There are, of course, plenty of cafés near the park. (There are plenty of cafés throughout Tirana, as far as I can tell.)
These two cafés are opposite each other, quite near the park.
As well as the cafés, I found a smoothie bar on the way back from the park, with some distinctive flavours available.
I also found an excellent book café, Friends’ Book House, with a basement reading room that is popular for studying and writing.
The return journey
My return journey had complications of its own. I decided that I’d try Albania’s railway system. The railway station in Tirana was demolished some years ago, with a view to building a replacement sometime; they still haven’t got round to that second stage. So I took a bus to the nearest railway station, at Kashar.

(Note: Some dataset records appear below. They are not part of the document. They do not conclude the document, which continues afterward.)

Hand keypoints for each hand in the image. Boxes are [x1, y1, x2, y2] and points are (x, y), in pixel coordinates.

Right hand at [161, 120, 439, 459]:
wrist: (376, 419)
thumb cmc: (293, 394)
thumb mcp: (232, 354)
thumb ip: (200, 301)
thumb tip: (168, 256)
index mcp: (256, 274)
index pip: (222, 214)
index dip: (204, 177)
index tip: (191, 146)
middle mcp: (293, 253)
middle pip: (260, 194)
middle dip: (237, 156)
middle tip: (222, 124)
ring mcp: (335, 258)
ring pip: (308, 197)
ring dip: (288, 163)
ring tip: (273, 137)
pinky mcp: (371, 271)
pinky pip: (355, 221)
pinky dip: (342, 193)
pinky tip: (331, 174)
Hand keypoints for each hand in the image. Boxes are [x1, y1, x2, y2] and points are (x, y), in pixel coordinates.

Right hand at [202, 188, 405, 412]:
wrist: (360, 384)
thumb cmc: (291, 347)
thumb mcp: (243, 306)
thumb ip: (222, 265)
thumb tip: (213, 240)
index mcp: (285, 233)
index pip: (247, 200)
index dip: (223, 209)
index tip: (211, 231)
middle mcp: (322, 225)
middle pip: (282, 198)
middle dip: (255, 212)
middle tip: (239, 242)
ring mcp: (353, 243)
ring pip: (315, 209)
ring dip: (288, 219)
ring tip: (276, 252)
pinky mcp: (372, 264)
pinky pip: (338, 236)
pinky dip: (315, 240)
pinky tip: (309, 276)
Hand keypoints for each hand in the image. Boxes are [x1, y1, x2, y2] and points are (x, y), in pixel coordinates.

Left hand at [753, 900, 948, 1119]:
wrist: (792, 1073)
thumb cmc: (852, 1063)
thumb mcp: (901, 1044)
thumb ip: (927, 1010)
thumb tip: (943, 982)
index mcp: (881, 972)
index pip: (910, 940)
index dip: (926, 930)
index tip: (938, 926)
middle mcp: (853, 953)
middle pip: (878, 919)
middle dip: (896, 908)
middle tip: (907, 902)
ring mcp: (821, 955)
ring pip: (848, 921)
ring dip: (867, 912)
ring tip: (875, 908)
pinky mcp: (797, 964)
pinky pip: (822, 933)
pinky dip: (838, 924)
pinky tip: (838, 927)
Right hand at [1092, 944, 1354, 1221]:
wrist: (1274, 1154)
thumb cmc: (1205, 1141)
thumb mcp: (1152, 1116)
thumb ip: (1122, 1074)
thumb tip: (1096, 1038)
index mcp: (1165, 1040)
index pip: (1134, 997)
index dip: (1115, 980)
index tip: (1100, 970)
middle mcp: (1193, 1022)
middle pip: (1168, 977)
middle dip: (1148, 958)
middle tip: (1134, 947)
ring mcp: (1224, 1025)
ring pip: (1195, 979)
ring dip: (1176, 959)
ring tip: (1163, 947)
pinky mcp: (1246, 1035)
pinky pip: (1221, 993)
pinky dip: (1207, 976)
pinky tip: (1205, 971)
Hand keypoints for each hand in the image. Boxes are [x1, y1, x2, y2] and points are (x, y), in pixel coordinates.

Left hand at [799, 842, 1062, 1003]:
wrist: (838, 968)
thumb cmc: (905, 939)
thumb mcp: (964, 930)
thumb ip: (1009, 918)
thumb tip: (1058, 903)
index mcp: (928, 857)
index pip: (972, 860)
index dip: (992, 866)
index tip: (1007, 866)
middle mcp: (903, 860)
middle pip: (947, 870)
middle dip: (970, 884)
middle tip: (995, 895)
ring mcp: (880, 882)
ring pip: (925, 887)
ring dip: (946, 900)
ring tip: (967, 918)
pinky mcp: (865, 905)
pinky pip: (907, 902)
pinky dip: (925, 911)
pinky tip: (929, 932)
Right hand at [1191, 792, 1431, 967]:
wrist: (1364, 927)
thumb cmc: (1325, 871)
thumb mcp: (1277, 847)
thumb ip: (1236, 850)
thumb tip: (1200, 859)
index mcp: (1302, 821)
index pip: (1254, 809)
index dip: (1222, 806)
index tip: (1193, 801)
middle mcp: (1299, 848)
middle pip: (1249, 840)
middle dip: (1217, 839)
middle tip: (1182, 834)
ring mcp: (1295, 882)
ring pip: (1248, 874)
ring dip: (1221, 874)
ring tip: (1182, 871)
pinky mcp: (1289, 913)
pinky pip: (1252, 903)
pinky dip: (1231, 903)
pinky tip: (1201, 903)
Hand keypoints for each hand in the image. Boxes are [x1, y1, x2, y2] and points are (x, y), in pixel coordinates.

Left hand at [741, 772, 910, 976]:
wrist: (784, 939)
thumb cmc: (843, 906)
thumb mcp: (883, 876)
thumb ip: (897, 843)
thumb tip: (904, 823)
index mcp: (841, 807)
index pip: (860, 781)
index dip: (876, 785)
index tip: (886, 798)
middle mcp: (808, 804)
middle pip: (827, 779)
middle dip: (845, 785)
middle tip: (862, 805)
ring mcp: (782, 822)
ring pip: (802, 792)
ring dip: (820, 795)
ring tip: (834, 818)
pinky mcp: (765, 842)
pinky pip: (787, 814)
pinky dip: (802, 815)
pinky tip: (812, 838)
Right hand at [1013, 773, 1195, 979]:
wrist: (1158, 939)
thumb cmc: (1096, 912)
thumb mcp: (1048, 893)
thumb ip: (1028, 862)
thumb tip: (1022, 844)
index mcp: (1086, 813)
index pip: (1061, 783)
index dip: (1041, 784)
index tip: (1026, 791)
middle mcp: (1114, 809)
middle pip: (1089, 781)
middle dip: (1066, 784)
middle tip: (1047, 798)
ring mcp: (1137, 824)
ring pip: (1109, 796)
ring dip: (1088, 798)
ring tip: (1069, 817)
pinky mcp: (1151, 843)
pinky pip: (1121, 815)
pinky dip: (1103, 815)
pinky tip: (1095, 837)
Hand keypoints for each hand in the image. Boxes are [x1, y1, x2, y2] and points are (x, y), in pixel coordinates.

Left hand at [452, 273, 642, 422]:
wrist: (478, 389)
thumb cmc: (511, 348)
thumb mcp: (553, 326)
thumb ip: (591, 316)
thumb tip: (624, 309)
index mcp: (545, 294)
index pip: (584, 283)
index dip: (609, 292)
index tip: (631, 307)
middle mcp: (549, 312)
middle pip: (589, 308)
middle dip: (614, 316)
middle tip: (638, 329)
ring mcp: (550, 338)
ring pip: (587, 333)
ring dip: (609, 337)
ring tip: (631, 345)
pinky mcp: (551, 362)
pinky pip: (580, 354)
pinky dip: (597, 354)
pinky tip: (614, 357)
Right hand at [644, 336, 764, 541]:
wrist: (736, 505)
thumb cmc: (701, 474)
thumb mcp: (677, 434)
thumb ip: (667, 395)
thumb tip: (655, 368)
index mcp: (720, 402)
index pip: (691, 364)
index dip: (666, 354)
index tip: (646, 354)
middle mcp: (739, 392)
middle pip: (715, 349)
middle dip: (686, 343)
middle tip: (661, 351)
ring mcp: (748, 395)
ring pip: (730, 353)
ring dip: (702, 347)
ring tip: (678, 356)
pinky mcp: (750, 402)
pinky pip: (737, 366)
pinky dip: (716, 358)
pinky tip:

The official-looking sign was promising a train in less than an hour, but the piece of paper stuck to the window indicated that the only trains were very early in the morning. Eventually a passer-by explained that the big notice referred only to the high summer season, when many people would go to the beach.
Back to Durrës
So I walked back to the main road, and waved down a furgon and was soon in Durrës, where I had by far the best baklava I’ve ever had (it made the baklava we get in England look like digestive biscuits in comparison) and walked along part of the ancient Via Egnatia. I had to wait around quite a bit at the ferry terminal; I think it was worse than going by air, and the ship for this journey was grottier than the one for the outward journey. It was an overnight sailing, but I didn’t get much sleep.
Returning via Bari
I had a rainy day in Bari (but found some pleasant places for coffee and lunch), flew back to Stansted, got the last bus to the hotel (I was too late for the trains), and returned to Cambridge the following morning. A tiring trip, but an interesting one.